#### [Exercise]
Produce an exact copy of all the data below, dropping every image.

Stored data entries:
-*-*-

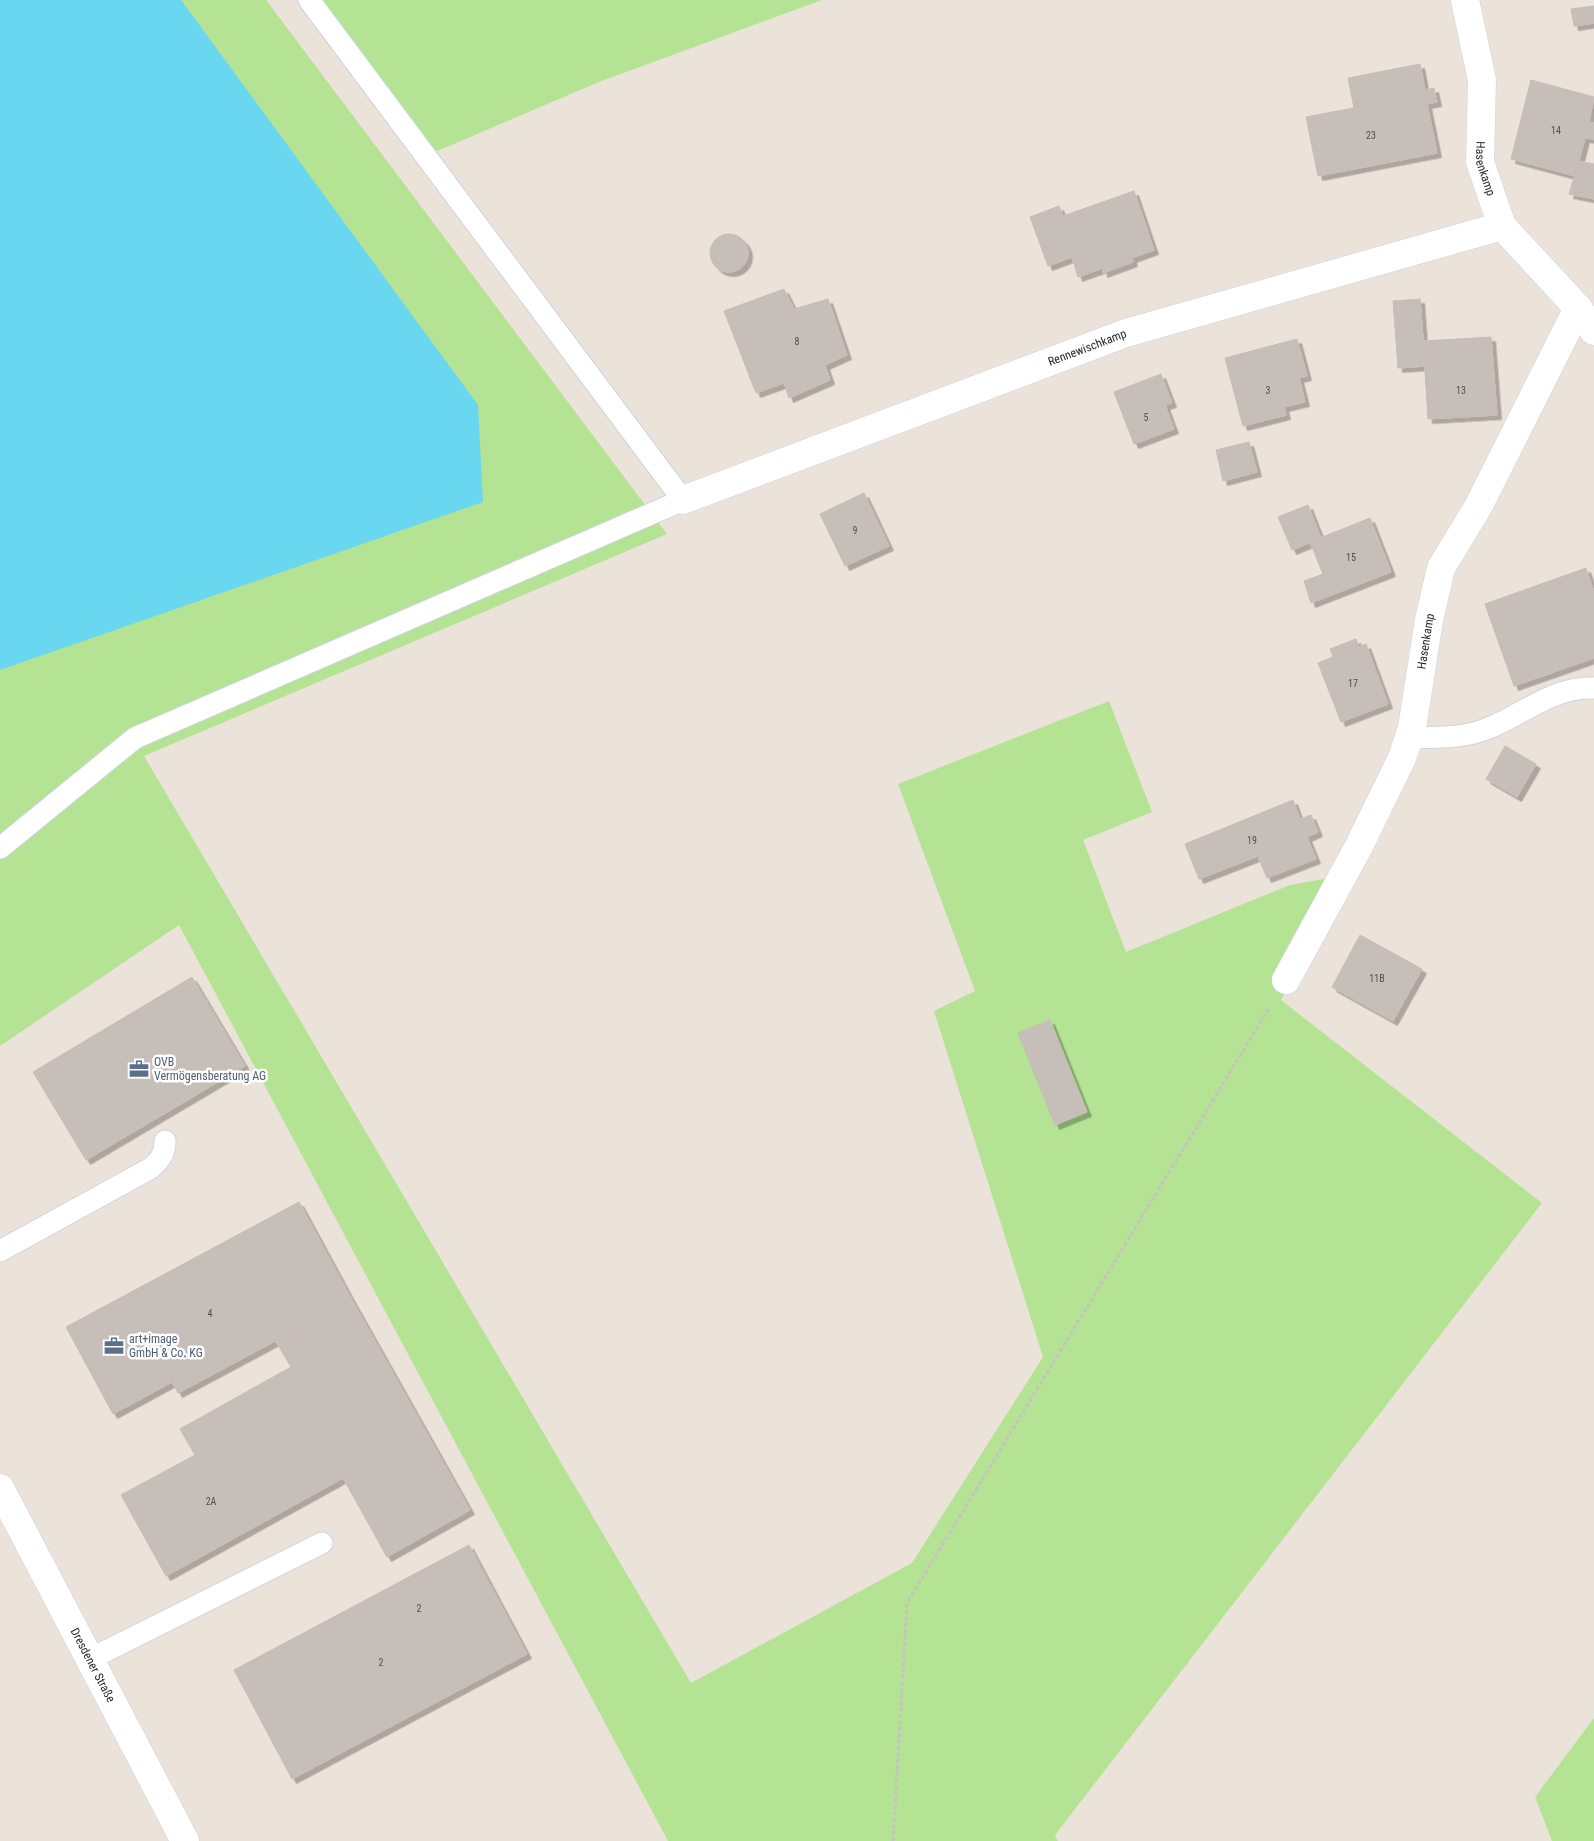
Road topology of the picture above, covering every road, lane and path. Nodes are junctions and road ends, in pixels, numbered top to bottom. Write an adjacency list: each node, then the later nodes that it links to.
1 (309, 0): 6 (lane)
2 (1465, 0): 3 (street, Hasenkamp)
3 (1502, 226): 4 (street, Hasenkamp); 6 (street, Rennewischkamp)
4 (1578, 308): 5 (street, Hasenkamp); 8 (street, Hasenkamp)
5 (1594, 331)
6 (683, 500): 9 (lane)
7 (1594, 688): 8 (lane)
8 (1408, 738): 10 (street, Hasenkamp)
9 (0, 848)
10 (1286, 980): 17 (path)
11 (165, 1141): 12 (lane)
12 (0, 1251)
13 (0, 1488): 15 (street, Dresdener Straße)
14 (322, 1544): 15 (lane)
15 (90, 1659): 16 (street, Dresdener Straße)
16 (185, 1841)
17 (893, 1841)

-*-*-

#### [Result of this task]
Road topology of the picture above, covering every road, lane and path. Nodes are junctions and road ends, in pixels, numbered top to bottom. Write an adjacency list: each node, then the later nodes that it links to.
1 (309, 0): 6 (lane)
2 (1465, 0): 3 (street, Hasenkamp)
3 (1502, 226): 4 (street, Hasenkamp); 6 (street, Rennewischkamp)
4 (1578, 308): 5 (street, Hasenkamp); 8 (street, Hasenkamp)
5 (1594, 331)
6 (683, 500): 9 (lane)
7 (1594, 688): 8 (lane)
8 (1408, 738): 10 (street, Hasenkamp)
9 (0, 848)
10 (1286, 980): 17 (path)
11 (165, 1141): 12 (lane)
12 (0, 1251)
13 (0, 1488): 15 (street, Dresdener Straße)
14 (322, 1544): 15 (lane)
15 (90, 1659): 16 (street, Dresdener Straße)
16 (185, 1841)
17 (893, 1841)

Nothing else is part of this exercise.